====== INPUT DATA

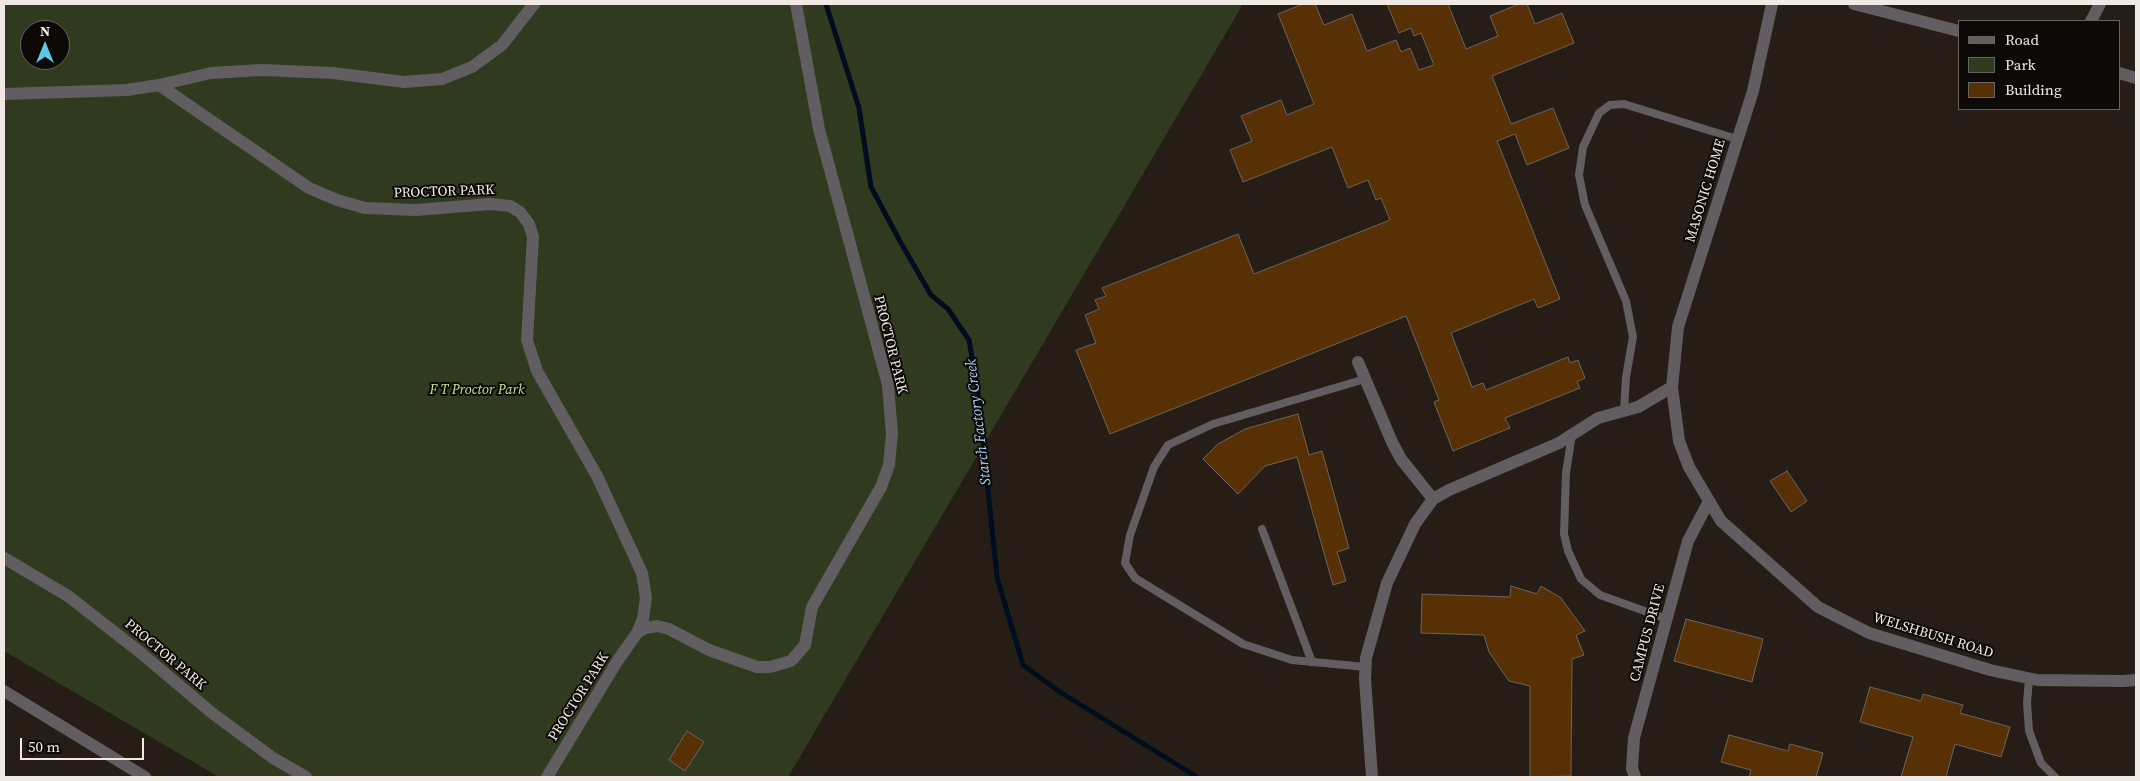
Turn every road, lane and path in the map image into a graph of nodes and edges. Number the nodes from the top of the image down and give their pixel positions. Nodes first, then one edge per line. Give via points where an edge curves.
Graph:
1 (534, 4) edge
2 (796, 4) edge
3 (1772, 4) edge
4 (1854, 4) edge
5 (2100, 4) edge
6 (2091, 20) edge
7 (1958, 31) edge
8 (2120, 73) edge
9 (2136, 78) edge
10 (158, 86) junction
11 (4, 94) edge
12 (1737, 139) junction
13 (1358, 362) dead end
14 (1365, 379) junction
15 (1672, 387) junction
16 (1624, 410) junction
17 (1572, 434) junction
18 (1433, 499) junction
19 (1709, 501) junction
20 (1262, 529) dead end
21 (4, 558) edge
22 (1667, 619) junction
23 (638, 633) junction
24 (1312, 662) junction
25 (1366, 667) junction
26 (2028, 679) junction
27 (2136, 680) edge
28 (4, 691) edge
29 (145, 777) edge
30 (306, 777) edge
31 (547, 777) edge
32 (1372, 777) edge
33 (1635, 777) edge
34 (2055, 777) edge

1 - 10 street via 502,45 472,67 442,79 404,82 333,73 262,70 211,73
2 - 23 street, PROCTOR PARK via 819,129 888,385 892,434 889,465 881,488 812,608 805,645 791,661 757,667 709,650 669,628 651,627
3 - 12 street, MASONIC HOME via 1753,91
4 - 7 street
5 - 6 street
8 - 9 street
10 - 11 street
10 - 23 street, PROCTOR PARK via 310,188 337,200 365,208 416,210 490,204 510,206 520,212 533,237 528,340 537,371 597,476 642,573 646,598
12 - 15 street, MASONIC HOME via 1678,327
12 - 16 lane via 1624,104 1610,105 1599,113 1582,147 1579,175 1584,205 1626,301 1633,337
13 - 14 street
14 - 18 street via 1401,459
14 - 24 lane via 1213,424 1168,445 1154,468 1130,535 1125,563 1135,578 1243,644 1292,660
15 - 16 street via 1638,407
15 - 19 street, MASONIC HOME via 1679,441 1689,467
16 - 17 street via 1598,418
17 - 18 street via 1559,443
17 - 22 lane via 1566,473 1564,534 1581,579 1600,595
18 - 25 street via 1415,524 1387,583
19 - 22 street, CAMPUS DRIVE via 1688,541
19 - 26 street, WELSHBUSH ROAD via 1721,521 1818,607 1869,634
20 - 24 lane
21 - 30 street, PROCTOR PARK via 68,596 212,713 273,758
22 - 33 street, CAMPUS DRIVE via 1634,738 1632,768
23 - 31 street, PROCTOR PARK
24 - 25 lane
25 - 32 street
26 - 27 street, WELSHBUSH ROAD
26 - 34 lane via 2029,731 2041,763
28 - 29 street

============

WHAT TO PRODUCE ->
The copy you produce must repeat all the entries exactly and contain no pictures.

TASK ANSWER ->
Turn every road, lane and path in the map image into a graph of nodes and edges. Number the nodes from the top of the image down and give their pixel positions. Nodes first, then one edge per line. Give via points where an edge curves.
Graph:
1 (534, 4) edge
2 (796, 4) edge
3 (1772, 4) edge
4 (1854, 4) edge
5 (2100, 4) edge
6 (2091, 20) edge
7 (1958, 31) edge
8 (2120, 73) edge
9 (2136, 78) edge
10 (158, 86) junction
11 (4, 94) edge
12 (1737, 139) junction
13 (1358, 362) dead end
14 (1365, 379) junction
15 (1672, 387) junction
16 (1624, 410) junction
17 (1572, 434) junction
18 (1433, 499) junction
19 (1709, 501) junction
20 (1262, 529) dead end
21 (4, 558) edge
22 (1667, 619) junction
23 (638, 633) junction
24 (1312, 662) junction
25 (1366, 667) junction
26 (2028, 679) junction
27 (2136, 680) edge
28 (4, 691) edge
29 (145, 777) edge
30 (306, 777) edge
31 (547, 777) edge
32 (1372, 777) edge
33 (1635, 777) edge
34 (2055, 777) edge

1 - 10 street via 502,45 472,67 442,79 404,82 333,73 262,70 211,73
2 - 23 street, PROCTOR PARK via 819,129 888,385 892,434 889,465 881,488 812,608 805,645 791,661 757,667 709,650 669,628 651,627
3 - 12 street, MASONIC HOME via 1753,91
4 - 7 street
5 - 6 street
8 - 9 street
10 - 11 street
10 - 23 street, PROCTOR PARK via 310,188 337,200 365,208 416,210 490,204 510,206 520,212 533,237 528,340 537,371 597,476 642,573 646,598
12 - 15 street, MASONIC HOME via 1678,327
12 - 16 lane via 1624,104 1610,105 1599,113 1582,147 1579,175 1584,205 1626,301 1633,337
13 - 14 street
14 - 18 street via 1401,459
14 - 24 lane via 1213,424 1168,445 1154,468 1130,535 1125,563 1135,578 1243,644 1292,660
15 - 16 street via 1638,407
15 - 19 street, MASONIC HOME via 1679,441 1689,467
16 - 17 street via 1598,418
17 - 18 street via 1559,443
17 - 22 lane via 1566,473 1564,534 1581,579 1600,595
18 - 25 street via 1415,524 1387,583
19 - 22 street, CAMPUS DRIVE via 1688,541
19 - 26 street, WELSHBUSH ROAD via 1721,521 1818,607 1869,634
20 - 24 lane
21 - 30 street, PROCTOR PARK via 68,596 212,713 273,758
22 - 33 street, CAMPUS DRIVE via 1634,738 1632,768
23 - 31 street, PROCTOR PARK
24 - 25 lane
25 - 32 street
26 - 27 street, WELSHBUSH ROAD
26 - 34 lane via 2029,731 2041,763
28 - 29 street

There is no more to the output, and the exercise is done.